Digitizing Crisis Management

As crises spread like wildfire online, companies need to rethink their crisis practice. There is a digital answer.

According to a survey by real-time data company Dataminr, around seven in 10 corporates have experienced at least one crisis in the last five years.

A separate survey from PwC corroborates that claim and adds some new numbers. PwC's first-ever Global Crisis Survey interviewed 2,000 corporates from around the world and found that 50% had experienced between two and five crises in the last years, while 10% had experienced more than five crises.

The nature of these crises was not disclosed, but in each case, the threat was not only to operations but also to the corporate's brand. So, most retained reputation managers – either in-house corporate relations staff or outsourced public relations agencies.

Putting Out the Flame Wars

With the growth of social media and the speed at which issues can go viral, the stakes have risen considerably.

Today, the old-fashioned response of issuing a press release and getting an appropriate spokesperson into a radio interview is just not enough.

In some cases, corporates are swamped by a tsunami of comments and opinions on Facebook and also on Twitter, where to be trending negatively can deliver a big hit to a reputation.

Twitter traffic can gain momentum and build to a crescendo as more and more people weigh into a subject, creating a wave of negativity which is hard to combat.

Dataminr recently completed a study of 100 recent corporate crises and sought to understand metrics such as the time between the issue first surfacing publicly, and the corporate response.

The report looked at the intensity of Twitter traffic and how the traffic spiked, and also the duration of the incident.

British retailer Marks & Spencer, for example, experienced a public backlash crisis in late 2018 when it’s school uniform department in the U.K. began selling hijabs for female Muslim students.

Dataminr estimated the incident lasted for more than ten days, and the time between the first warning and the first news piece on the issue was 22 hours.

Digital Trip Wires

Dataminr’s point in all of its research is that early alerts can help corporates respond and better control any crisis and that today, it is not possible to rely simply on human reactions.

At a recent Dataminr event, more than 61% of senior executives said their corporate security teams struggled to identify the most relevant data points on breaking incidents.

The solution could lie in automation and the setting up of predetermined "tripwires," which can access what is relevant from a range of public sources and social media channels to provide early alerts.

These tripwires are laid around keywords and phrases and set according to geography and industry. From this, the technology identifies the signals and pushes out alerts to users in real-time.

Mainstream Aggregates Social

Today, the mainstream media is often well behind the information curve, and its first reports are often simply aggregations of information and opinions scraped from social media.

One example of this was the 2014 explosion at petroleum giant Shell’s Vondelingenweg refinery. In this case, the first real-time alerts were being pinged to corporate security teams in the affected area almost 10 hours before the first media reports in the mainstream media.

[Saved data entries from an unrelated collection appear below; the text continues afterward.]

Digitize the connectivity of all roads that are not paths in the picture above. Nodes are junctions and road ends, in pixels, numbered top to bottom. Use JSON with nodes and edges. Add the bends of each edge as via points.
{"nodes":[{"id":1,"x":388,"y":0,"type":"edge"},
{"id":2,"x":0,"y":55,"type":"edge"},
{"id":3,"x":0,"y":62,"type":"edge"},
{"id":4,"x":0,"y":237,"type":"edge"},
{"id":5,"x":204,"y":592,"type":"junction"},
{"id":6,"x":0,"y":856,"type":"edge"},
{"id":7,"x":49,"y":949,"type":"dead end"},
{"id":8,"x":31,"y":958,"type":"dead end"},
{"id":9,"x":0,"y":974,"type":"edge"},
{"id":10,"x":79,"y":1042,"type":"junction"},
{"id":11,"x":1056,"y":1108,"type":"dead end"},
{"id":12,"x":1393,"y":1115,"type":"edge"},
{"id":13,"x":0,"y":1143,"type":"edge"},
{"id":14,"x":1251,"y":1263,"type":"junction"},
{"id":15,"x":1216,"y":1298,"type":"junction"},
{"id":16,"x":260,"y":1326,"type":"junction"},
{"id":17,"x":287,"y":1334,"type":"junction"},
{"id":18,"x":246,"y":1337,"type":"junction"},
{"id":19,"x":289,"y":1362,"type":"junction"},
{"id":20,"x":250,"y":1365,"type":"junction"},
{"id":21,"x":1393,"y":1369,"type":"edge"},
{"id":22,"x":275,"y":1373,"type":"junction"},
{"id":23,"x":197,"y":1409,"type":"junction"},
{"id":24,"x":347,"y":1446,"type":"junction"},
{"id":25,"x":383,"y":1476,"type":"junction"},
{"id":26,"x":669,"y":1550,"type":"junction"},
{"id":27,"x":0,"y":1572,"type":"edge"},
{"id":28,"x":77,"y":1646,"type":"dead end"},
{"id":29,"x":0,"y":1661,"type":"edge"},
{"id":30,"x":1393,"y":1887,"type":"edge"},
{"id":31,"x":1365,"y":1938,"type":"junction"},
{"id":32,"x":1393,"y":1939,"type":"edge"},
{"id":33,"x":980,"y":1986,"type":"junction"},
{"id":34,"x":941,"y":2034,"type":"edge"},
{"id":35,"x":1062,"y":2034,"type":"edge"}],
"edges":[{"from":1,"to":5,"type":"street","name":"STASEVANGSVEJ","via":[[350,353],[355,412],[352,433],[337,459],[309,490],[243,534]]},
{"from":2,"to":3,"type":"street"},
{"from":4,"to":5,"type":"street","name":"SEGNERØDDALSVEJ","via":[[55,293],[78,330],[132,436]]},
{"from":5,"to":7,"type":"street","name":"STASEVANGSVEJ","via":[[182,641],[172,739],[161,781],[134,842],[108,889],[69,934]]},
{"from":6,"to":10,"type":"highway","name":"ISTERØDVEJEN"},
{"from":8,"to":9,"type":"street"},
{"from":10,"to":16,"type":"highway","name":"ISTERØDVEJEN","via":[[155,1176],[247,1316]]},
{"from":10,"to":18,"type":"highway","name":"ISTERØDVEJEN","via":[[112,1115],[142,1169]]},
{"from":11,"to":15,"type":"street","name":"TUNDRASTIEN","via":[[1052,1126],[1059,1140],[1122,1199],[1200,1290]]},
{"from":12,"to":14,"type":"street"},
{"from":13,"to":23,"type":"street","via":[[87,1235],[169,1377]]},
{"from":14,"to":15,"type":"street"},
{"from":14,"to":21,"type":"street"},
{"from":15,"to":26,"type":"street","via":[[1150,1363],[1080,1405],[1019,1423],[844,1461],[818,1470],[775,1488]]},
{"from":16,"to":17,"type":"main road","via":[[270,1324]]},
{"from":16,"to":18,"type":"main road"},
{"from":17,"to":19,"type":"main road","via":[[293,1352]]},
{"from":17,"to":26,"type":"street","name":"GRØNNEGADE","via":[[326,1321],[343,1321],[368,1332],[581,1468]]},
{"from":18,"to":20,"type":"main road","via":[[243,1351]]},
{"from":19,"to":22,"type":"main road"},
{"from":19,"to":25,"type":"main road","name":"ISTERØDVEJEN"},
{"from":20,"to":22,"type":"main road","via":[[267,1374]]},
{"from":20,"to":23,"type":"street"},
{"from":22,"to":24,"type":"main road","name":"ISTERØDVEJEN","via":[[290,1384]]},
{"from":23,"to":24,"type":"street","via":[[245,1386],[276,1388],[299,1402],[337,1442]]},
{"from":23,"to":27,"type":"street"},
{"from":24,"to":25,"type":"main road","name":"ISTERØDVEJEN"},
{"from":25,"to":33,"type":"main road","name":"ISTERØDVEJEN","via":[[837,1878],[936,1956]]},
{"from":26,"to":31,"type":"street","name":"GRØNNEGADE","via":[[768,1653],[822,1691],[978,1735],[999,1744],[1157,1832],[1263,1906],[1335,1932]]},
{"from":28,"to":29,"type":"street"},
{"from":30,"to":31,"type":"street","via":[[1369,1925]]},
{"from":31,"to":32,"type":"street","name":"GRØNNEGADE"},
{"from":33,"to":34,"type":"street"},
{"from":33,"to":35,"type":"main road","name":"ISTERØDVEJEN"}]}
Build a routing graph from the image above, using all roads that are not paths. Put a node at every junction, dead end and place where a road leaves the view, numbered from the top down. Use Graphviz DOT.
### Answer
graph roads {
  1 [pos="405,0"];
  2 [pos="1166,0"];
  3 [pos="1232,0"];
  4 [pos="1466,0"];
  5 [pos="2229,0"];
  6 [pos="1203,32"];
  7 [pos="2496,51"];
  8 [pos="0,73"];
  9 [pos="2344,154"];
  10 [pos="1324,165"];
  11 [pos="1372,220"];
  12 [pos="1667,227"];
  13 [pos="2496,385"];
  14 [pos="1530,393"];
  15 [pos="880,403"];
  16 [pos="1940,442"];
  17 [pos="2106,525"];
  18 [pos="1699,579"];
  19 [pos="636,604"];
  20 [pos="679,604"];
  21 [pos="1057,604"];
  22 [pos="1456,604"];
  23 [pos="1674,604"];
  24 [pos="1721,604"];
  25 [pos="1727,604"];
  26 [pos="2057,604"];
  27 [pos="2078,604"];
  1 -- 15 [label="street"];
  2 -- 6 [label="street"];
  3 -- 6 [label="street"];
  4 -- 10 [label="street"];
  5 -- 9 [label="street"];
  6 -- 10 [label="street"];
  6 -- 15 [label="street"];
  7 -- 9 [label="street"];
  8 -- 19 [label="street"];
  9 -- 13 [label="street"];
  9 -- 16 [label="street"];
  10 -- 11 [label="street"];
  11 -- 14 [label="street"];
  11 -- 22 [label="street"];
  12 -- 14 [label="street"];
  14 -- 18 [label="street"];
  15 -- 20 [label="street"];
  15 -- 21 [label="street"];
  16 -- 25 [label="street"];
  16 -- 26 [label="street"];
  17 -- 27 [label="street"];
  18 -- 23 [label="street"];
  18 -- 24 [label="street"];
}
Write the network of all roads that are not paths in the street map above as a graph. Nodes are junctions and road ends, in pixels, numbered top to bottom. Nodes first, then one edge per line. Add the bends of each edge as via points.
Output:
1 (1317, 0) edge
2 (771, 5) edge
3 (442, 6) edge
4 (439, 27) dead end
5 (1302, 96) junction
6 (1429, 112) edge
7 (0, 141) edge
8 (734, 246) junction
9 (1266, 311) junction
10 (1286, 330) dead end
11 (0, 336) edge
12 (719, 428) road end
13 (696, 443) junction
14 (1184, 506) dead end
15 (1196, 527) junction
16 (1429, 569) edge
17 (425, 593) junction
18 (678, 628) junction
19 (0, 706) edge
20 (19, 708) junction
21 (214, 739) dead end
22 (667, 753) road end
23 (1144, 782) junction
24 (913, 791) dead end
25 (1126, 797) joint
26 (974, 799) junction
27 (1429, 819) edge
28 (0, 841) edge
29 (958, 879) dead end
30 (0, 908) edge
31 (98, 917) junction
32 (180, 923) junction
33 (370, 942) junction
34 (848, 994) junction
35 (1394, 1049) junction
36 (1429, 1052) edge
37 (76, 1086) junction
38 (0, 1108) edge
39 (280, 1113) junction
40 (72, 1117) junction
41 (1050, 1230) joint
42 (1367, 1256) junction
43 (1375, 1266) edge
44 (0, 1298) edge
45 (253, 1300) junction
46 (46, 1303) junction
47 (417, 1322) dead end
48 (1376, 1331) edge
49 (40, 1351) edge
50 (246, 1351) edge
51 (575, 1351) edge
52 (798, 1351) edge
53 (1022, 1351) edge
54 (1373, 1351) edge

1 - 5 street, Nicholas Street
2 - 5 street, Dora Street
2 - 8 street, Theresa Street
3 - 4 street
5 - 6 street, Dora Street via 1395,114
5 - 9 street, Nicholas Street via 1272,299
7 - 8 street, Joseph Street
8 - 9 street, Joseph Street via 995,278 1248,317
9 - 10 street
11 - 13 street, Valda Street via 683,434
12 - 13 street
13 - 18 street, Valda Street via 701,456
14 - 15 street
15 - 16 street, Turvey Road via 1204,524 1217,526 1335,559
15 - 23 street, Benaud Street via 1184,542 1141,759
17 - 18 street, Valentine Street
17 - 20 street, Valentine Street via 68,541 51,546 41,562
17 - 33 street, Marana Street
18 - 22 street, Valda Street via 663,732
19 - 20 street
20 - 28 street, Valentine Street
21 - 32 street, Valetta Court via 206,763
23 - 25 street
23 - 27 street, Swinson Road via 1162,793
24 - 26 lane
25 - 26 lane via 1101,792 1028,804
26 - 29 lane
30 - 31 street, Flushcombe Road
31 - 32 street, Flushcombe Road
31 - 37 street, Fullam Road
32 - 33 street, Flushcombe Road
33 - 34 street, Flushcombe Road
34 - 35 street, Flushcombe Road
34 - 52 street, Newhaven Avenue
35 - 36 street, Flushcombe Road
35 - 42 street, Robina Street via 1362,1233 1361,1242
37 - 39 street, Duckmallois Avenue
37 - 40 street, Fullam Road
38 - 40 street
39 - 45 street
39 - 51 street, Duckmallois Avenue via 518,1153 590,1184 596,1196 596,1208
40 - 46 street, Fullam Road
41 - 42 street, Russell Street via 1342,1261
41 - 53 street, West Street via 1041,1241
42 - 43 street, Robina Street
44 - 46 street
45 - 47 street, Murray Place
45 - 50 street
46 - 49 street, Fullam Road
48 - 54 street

While the facility was closed for a week after the explosion and fuel prices surged across Europe, businesses that received real-time notifications had additional time to adjust their operations and put a response in place.

This is what Dataminr calls the "crisis advantage," where cleverly set tripwires are pushed out to relevant people in the organization, allowing them more time to frame an operational and media response.

As the PwC report noted, the rapid adoption of technology has created interconnected organizations, "and the consequences of a crisis are now felt by all corners in real-time."

It is therefore vital that crisis response is timely and authentic – something that can be achieved if the response to a crisis is based on facts,” the report says.

War for Accuracy

Gathering accurate facts quickly during a crisis is imperative to be able to respond to one.

Increasingly, the gathering of those facts is done automatically and distributed without human intervention.

Monitoring social media channels is only one part of this trend, and is more particular to brand management. But the growth of the IoT provides another whole world of potential warning data as part of the broader corporate response.

Tripwires informed by a hierarchy of sources and remote sensors, and then crunched by data analysis to deliver real-time alerts is the trend for risk management and a key enabler for corporate resilience.

The Dataminr study of the 100 crises showed that 54% of corporates chose not to respond to the incidents which impacted them.

The report does not reveal more. Still, perhaps the lack of response was not by considered choice, but because the corporate was frozen into inaction because their “crisis advantage” window was too short to frame an adequate response.